第五話 賞味期限は良いとして消費期限は成る可く守ろう ページ5
「生きてない?」
その言葉にこの場にいる全員が首を傾げたことでしょうね
勿論私も。彼女の言う“生きてない”とはつまり。そういうこと
「亡くなったのですか?Aさん」
そう訪ねると数秒間を置き、彼女は頷いた
もしや自分で…?
ですがその場合ですと重罪になり、阿鼻地獄逝きになります
“通常の亡者の場合は”ですが。彼女の場合は特異な事情があるのでそもそも裁判で裁けるのかどうかということになります
「経緯をお聞きしても?」
「経緯?そうね…以前ここに来たのを覚えてるわよね?」
「はい」
「その時にここの世界の食事を私、口にしたでしょう」
「ああ…そうですね」
“生者があの世のものを口にすると二度と現世へ戻れなくなる”
そういったケースは数回あり、まだ寿命があるものの黄泉のものの食べ物を口にしてしまい、あの世逝きを余儀なくされたという方はいらっしゃいます
「だけど私の場合、鬼灯達のいる世界の現世の住人じゃないということもあり死ぬことはなかったの」
なるほど
そういう…フィールドが違えばルールが無効になる
そういったものに近いのでしょう
「でも私は地獄に来たいって思ってた。あんたがあの日会いに来た時に本来なら食べるつもりだったんだけど…」
「食べる?」
「そうよ」
Aさん言わく、地獄の食べ物を自分の世界に持ち帰ったのだとか
持ち帰ることで“自分の世界のもの”と認識させる為にしたのですね
彼女の世界に“あの世のを食べたら亡くなる”という認識を持たせるために
「でもあの時あんたに“若すぎる”って言われたから、タイミングを変えたのよ」
「そういえば鬼灯くん。またあの世界に行ったんだっけ」
「偶然ですがね。そう何回もは出来ませんよ」
1度あった事は2度あるように。

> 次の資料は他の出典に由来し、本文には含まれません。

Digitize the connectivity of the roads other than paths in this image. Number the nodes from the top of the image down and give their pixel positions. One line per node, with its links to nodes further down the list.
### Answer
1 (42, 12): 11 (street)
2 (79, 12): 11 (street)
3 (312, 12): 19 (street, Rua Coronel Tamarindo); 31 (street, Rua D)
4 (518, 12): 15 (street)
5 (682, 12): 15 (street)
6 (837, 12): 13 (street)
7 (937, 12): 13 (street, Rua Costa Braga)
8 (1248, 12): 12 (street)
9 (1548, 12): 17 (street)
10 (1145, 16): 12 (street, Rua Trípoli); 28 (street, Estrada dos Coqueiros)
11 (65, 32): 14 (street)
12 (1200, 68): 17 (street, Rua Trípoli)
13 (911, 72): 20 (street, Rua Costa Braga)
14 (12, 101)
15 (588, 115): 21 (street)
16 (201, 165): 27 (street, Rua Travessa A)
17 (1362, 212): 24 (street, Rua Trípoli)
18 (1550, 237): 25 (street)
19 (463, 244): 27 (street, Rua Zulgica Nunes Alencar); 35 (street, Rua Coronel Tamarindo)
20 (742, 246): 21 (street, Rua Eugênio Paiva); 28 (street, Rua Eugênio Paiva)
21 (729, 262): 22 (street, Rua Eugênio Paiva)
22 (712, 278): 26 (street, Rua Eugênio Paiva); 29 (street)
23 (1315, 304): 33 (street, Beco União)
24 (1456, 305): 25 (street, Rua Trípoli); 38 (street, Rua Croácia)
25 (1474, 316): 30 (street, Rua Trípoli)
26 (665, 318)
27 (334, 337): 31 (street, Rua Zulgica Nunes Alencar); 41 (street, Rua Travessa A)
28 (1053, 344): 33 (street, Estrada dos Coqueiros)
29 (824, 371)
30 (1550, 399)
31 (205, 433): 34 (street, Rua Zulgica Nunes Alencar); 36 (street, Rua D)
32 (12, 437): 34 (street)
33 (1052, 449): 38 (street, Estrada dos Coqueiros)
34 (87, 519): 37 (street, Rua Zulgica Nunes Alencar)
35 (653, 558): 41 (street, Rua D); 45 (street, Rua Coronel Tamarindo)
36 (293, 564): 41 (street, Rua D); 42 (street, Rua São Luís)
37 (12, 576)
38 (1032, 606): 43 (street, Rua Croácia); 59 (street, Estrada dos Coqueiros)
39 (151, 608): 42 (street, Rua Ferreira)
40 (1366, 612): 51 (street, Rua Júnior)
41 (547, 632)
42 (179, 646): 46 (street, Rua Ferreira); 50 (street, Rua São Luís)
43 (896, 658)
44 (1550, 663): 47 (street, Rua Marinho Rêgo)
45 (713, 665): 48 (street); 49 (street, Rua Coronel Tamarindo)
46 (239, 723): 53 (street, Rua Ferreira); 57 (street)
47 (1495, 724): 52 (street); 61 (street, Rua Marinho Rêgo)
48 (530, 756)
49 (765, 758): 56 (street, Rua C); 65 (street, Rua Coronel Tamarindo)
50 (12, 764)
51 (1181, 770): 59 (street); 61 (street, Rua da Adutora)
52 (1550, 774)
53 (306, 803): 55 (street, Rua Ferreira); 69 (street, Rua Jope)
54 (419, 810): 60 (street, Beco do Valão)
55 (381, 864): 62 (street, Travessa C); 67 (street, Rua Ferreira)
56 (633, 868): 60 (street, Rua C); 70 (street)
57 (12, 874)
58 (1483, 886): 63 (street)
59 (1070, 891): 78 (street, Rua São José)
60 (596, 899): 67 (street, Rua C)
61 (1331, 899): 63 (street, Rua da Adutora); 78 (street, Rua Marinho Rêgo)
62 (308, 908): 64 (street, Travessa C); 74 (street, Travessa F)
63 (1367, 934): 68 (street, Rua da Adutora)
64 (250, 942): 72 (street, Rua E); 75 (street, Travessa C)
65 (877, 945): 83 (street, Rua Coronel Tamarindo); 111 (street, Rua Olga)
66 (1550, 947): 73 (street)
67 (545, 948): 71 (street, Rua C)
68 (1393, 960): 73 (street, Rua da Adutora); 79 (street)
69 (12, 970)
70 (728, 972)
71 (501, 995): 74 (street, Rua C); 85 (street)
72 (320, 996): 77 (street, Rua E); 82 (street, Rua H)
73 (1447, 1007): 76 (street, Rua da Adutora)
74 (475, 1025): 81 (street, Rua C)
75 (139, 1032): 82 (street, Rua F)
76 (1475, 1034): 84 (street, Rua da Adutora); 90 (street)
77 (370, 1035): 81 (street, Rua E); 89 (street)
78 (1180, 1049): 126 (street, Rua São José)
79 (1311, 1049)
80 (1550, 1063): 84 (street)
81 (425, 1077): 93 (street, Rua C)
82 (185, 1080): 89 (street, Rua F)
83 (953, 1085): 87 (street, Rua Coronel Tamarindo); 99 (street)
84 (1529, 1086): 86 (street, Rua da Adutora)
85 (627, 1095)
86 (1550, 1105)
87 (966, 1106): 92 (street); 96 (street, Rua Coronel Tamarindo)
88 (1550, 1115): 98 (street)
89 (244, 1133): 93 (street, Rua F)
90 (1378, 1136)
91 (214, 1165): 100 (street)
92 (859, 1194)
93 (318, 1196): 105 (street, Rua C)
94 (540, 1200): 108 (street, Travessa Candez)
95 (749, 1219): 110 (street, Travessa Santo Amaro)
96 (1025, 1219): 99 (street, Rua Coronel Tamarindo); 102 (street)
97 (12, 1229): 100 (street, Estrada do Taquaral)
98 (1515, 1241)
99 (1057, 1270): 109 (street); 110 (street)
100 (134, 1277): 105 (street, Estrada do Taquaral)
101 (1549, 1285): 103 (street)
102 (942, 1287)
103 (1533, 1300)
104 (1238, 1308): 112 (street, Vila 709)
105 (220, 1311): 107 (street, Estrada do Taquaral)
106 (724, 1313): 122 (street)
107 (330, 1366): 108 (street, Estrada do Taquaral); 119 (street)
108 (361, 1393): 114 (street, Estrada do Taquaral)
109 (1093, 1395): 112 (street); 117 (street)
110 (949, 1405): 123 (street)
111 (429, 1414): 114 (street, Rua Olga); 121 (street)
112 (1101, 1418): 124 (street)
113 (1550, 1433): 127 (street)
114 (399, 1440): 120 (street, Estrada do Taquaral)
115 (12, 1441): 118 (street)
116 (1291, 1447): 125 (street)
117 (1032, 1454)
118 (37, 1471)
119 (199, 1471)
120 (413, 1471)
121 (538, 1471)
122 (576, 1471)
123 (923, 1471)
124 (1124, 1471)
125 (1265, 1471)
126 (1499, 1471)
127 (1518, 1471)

視察で現世に訪れたつもりがいつの間にか彼女のいる世界に出ていたのです
「で、あれから3年寝かせて3日前に食べたの」
「いやそんなカレーを3日間寝かせたみたいに」
「それ俺も思った」
唐瓜さんの鋭いツッコミが助かりますね
私も思ったんですけど正直、新八さんみたいに毎度ツッコミするのは面倒ですしキリがないので
この10倍もするような量のボケを捌いているのかと思うと彼は本当に凄いですね
「しかし何故3日後の今日なのですか?」
あの世の食べ物を口にすればその場で命は落としてしまう
何故3日もかかったのかと疑問に思い、彼女に尋ねた
「食べた途端、三日三晩腹を下したからよ」
「………なるほど」
。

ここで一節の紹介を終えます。